Farmaci
29 Marzo 2023 L’incontro a Roma con il ministro delle Imprese e del Made in Italy e il ministro della Salute ha un valore straordinario e conferma l’approccio innovativo e aperto del Governo per rispondere alle molte e complesse sfide che il contesto internazionale pone all’industria farmaceutica in Italia. Lo sottolinea una nota di Farmindustria
L’incontro di oggi a Roma con il ministro delle Imprese e del Made in Italy, Adolfo Urso, e il ministro della Salute, Orazio Schillaci, ha un valore straordinario e conferma l’approccio innovativo e aperto del Governo per rispondere alle molte e complesse sfide che il contesto internazionale pone all’industria farmaceutica in Italia. Lo sottolinea una nota di Farmindustria dopo l’avvio del tavolo di settore, ribadendo come si tratti di “un settore strategico per la salute, gli investimenti, l’occupazione e la sicurezza nazionale che finalmente riceve prime risposte positive come i decreti attuativi sugli studi clinici”. Il nostro Paese, continua la nota, è leader in Europa e le imprese vogliono continuare a investire e a creare occupazione di qualità, per far vincere all’Italia la competizione globale in atto nelle life sciences.
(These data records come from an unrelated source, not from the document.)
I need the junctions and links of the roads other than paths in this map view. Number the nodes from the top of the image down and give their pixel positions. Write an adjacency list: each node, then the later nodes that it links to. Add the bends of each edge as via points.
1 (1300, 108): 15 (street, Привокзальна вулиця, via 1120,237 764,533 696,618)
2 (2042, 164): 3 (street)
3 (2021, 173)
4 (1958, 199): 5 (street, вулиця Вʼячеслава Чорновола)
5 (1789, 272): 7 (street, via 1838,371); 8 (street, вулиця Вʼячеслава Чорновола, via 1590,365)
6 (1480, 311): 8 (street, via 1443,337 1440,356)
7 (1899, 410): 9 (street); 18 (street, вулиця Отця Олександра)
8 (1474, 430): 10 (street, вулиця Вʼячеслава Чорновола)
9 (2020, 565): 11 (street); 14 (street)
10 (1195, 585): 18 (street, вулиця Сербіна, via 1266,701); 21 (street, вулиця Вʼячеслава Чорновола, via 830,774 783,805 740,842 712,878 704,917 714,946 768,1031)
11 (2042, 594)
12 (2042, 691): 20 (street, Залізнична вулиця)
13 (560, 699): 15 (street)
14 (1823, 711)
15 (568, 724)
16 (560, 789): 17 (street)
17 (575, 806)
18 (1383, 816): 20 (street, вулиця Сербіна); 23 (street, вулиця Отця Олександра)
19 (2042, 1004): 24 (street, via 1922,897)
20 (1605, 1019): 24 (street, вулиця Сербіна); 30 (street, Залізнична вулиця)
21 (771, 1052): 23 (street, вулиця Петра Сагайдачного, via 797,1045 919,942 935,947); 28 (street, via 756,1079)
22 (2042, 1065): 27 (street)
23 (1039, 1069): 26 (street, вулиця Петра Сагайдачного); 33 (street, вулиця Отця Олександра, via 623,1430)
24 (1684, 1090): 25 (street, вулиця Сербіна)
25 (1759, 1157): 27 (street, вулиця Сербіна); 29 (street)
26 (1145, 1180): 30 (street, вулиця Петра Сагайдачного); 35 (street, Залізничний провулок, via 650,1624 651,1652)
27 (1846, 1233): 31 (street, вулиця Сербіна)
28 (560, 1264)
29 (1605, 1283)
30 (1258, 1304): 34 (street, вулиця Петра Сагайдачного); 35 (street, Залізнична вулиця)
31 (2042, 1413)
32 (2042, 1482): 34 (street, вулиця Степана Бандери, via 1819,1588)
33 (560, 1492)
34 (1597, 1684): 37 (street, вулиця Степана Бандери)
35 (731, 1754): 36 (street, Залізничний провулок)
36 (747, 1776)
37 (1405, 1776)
Farmindustria considera l’incontro estremamente positivo anche perché ha interconnesso finalmente e per la prima volta in Italia la politica sanitaria e la politica industriale. Che possono così concorrere in un’azione sinergica alla qualità dell’accesso alle cure dei cittadini e all’attrazione degli investimenti. Questo percorso, sottolinea Farmindustria, ha bisogno di affrontare rapidamente alcuni snodi fondamentali:
1. il grave problema del payback con interventi normativi da applicare già dal 2023, usando le risorse già stanziate per la farmaceutica e senza ulteriori oneri per la finanza pubblica;
2. la tutela della proprietà intellettuale e la disponibilità di incentivi efficaci per gli investimenti sull’intero territorio nazionale;
3. la garanzia della presenza e della massima attenzione sui dossier UE sulla farmaceutica per valorizzare l’interesse nazionale;
4. l’introduzione di regole aggiornate all’evoluzione del settore e all’innovazione sempre più veloce che genera.
Sarà così possibile lavorare insieme nella linea tracciata dal Presidente del Consiglio Giorgia Meloni, “con uno Stato alleato delle imprese”, offrendo importanti segnali concreti agli investitori nazionali ed esteri per favorire l’attrattività dell’Italia nella farmaceutica.